Lee’s Walnut Side Table

Viewer Project - By Lee from Austin, TX
Added on July 11, 2008

Hey Marc, thought you might like to take a look at the side table I built out of Walnut. Not nearly as cool as the curves and floating top you made, but OK for a first table with mortise and tenon joints. Keep up the great show. We really enjoy both the content and presentation style.

I started out with rough Walnut that I picked up over the course of about six months. One board was 8/4 and three boards were 5/4. The boards were about 6 ft. long and 5 in. wide. I dimensioned it with my Jet 6″ deluxe jointer, DeWalt 13″ planer and my SawStop. Legs ended up 2″ x 2 1/8″ x 23 1/4″, rails 4″ x 14″ (including tenon length) x 9/16″ and the top 18 1/2″ x 18 1/2″ x 3/4″. After cutting the pieces to size, I used my Powermatic hollow-chisel mortiser to cut mortises into the legs. The legs were not exact squares so I paired them up (e.g. Mortise for back left leg connects with mortise for back right leg, mortise for back right leg connects with front right leg,…) so the relative distance from the outside surface of the leg to the rail was the same on each leg. I decided to use the 3/8″ hollow chisel.
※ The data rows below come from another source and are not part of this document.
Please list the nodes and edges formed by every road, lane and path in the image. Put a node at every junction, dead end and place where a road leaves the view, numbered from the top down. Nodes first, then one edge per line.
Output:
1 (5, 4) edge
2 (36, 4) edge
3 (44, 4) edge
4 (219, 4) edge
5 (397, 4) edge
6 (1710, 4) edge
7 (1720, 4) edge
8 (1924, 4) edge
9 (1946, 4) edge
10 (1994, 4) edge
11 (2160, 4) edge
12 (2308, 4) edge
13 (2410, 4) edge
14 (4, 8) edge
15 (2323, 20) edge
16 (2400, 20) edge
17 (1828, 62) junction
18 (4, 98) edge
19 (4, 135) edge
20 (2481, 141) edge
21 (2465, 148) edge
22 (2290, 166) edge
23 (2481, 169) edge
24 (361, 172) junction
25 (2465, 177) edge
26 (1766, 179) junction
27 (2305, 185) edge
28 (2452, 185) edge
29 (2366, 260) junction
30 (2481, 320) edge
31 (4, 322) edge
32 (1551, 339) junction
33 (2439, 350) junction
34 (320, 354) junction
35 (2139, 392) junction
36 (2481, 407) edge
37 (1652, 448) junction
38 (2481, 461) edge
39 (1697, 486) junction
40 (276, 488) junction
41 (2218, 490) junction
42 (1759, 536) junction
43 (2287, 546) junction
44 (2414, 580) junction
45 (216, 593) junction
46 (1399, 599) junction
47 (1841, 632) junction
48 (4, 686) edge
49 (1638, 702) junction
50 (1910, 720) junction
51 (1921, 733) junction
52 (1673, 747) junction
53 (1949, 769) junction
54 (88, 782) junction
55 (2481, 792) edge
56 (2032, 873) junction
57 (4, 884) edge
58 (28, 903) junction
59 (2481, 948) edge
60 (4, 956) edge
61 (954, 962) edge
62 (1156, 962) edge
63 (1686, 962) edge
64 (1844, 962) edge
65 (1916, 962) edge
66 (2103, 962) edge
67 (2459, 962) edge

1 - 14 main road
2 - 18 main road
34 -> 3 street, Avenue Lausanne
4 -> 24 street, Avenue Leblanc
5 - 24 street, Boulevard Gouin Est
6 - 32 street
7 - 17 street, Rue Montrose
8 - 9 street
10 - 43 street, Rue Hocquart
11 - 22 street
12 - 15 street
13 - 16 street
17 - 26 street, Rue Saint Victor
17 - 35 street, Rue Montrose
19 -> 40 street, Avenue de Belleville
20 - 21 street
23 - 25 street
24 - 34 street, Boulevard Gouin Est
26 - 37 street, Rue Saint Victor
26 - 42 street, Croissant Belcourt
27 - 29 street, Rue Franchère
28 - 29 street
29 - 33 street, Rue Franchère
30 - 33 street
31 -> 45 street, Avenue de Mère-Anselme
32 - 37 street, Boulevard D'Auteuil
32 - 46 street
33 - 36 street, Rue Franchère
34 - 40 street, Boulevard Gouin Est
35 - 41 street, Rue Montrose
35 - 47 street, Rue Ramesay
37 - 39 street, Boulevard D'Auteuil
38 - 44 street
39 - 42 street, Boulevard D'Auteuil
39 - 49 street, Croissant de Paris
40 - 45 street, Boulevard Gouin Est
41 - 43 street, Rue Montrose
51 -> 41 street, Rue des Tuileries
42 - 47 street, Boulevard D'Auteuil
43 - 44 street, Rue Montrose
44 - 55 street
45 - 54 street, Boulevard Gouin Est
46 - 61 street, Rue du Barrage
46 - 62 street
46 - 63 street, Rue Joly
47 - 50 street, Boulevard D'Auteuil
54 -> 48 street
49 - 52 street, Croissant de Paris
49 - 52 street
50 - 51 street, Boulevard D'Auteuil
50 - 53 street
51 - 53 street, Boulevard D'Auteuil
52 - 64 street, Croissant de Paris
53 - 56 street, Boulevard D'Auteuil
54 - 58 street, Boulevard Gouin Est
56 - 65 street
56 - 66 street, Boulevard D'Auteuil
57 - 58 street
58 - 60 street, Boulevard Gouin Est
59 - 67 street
I planned for a 1/2″ shoulder on the top and bottom of the tenons which started the mortise 1/2″ from the top. After cutting the mortises, I laid out the legs with the rails to decide which board looked best with certain legs and to mark my cuts. I ended up cutting a 1″ tenon on each end of the rails. I made a cut-off sled so I could be as accurate as possible when cutting the tenons. I cut the shoulder on all four sides up against a stop block clamped to the sled. I just nibbled away the material checking the fit until I liked it.

Since I had the mortise pretty well centered on the legs, I cut the end of each tenon to 45 degrees so the two tenons coming into a leg would not hit each other. I glued up two legs with a rail and then the other two legs with another rail. After these were clamped, I added the other two rails and used enough clamps to ensure adequate pressure to close up each joint. Checking that all four legs were level and all joints were nice and tight, I left it to cook. The top is a glue up of 4 pieces of walnut that looked “right” together. I didn’t use biscuits or dowels in this glue up since the top is pretty small. I used yellow glue for all gluing processes.

The 4 pieces of walnut were jointed and planed on the top and bottom surface before glue up. The inside edges didn’t touch the jointer or planer. I ripped the boards on my SawStop and the pieces matched up exactly. I scraped the partially cooked glue to minimize the work after the clamps came off. I knocked off the hard edges from the legs and rails with a little oval sanding pad. One pad has something like 60 micron/30 micron and the other has 15 micron/5 micron. I worked down from 60 to 5 and it is really nice to the touch. I sanded and scraped after the base and top came out of the clamps. I used a block plane to put a small chamfer on the bottom of each leg (all four sides).

After this I was ready to start finishing. I love Tung Oil as it seems to bring out the wood. I gave both the base and the top 2 coats of tung oil with a bit of touch up hand sanding. Just enough to remove the nibs. I attached the top to the base with figure eight fasteners. After it was together, I applied some good furniture paste wax and buffed it out. This is what you see in the pictures of the final table. Go have fun making saw dust.